What we are witnessing is not the absence of law, but the selective application of it. Criminological theory teaches us that early intervention is critical. The “Broken Windows Theory” suggests that if minor acts of social disorder are ignored, more serious crimes will follow. But in Sri Lanka, early signs of harassment peeping, intimidation, psychological manipulation are too often dismissed as private matters or trivial nuisances. This culture of non-response fuels escalation. It is in these early stages, where the harm may not yet be physical, that State intervention is most needed.
Power dynamics at play
Sociologically, we must interrogate the power dynamics at play. The offenders in many of these cases are older men, often embedded within tight-knit communities. Age, gender, and social position grant them unspoken immunity. Victims, often women with children, the elderly, or disabled family members in their care, are isolated and structurally silenced. When a woman approaches a police station to report harassment or intimidation, she is frequently met not with procedural support but with scepticism, discouragement, or outright dismissal.

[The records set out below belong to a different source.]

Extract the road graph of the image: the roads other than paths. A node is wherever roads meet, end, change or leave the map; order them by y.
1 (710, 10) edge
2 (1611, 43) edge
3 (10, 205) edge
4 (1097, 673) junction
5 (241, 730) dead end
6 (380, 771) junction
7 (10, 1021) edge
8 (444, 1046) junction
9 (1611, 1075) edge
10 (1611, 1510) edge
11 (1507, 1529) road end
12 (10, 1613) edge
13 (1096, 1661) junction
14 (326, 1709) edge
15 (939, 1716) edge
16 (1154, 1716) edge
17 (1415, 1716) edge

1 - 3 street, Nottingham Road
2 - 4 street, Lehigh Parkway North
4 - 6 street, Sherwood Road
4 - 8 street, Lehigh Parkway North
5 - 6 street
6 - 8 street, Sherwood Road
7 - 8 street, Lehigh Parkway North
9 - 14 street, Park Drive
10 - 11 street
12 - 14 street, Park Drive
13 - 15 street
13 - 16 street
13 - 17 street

Psychologically, the institutional response further retraumatises victims. Police officers especially those stationed in so-called “women-friendly” units are expected to provide empathetic, trauma-informed support. Instead, many victims report being told not to pursue complaints because it may worsen their domestic situation. This is not protection. This is avoidance. It is a passive endorsement of male aggression, cloaked in concern. It sends a dangerous message to both perpetrator and victim that silence is safer than justice.
This pattern has been observed in numerous incidents where single mothers or women without formal tenancy agreements face aggression from male landlords or neighbours. When they turn to the Police, the absence of paperwork is used to discredit their complaint. But a lack of legal documents does not negate a woman’s right to safety in her own home. In practice, the Police become gatekeepers of justice, deciding who is worthy of protection based on social respectability, marital status, or class.
Male comfort over female safety
The question must be asked, what is the function of the Sri Lankan Police in these community spaces? What does it mean to serve and protect when women are told not to escalate complaints, when early warnings of harassment are ignored, and when the mere presence of a uniform fails to act as a deterrent? These failures are not merely administrative oversights. They are rooted in deeper cultural norms that prioritise male comfort over female safety.
It is time to re-evaluate the role of Women and Children’s Desks in police stations. These units must be more than symbolic. They must be empowered, well-trained, and independent from local community politics. Officers should be educated in gender psychology and basic victimology. Protocols must be enforced to ensure that every complaint is recorded, followed up, and taken seriously regardless of how minor it may seem at the outset.
Additionally, public trust in police institutions depends on visible, impartial action. The perception that certain men are untouchable because of age, reputation, or neighbourhood connections must be actively dismantled. Criminologists point to the deterrent power of consistent policing when even minor offences are addressed promptly, larger crimes become less likely. This principle is especially vital in gender-based issues, where silence in the early stages creates space for violence later.
Ultimately, protection must not be reactive. It must be preventative. It must mean something tangible to the people who seek it. Women, children, and vulnerable families are not statistics waiting for a crisis to unfold. They are citizens with a right to dignity, security, and a police force that recognises the early signs of danger and responds with resolve.
Until this becomes the norm, the word protection will remain a promise broken at the doorstep of those who need it most.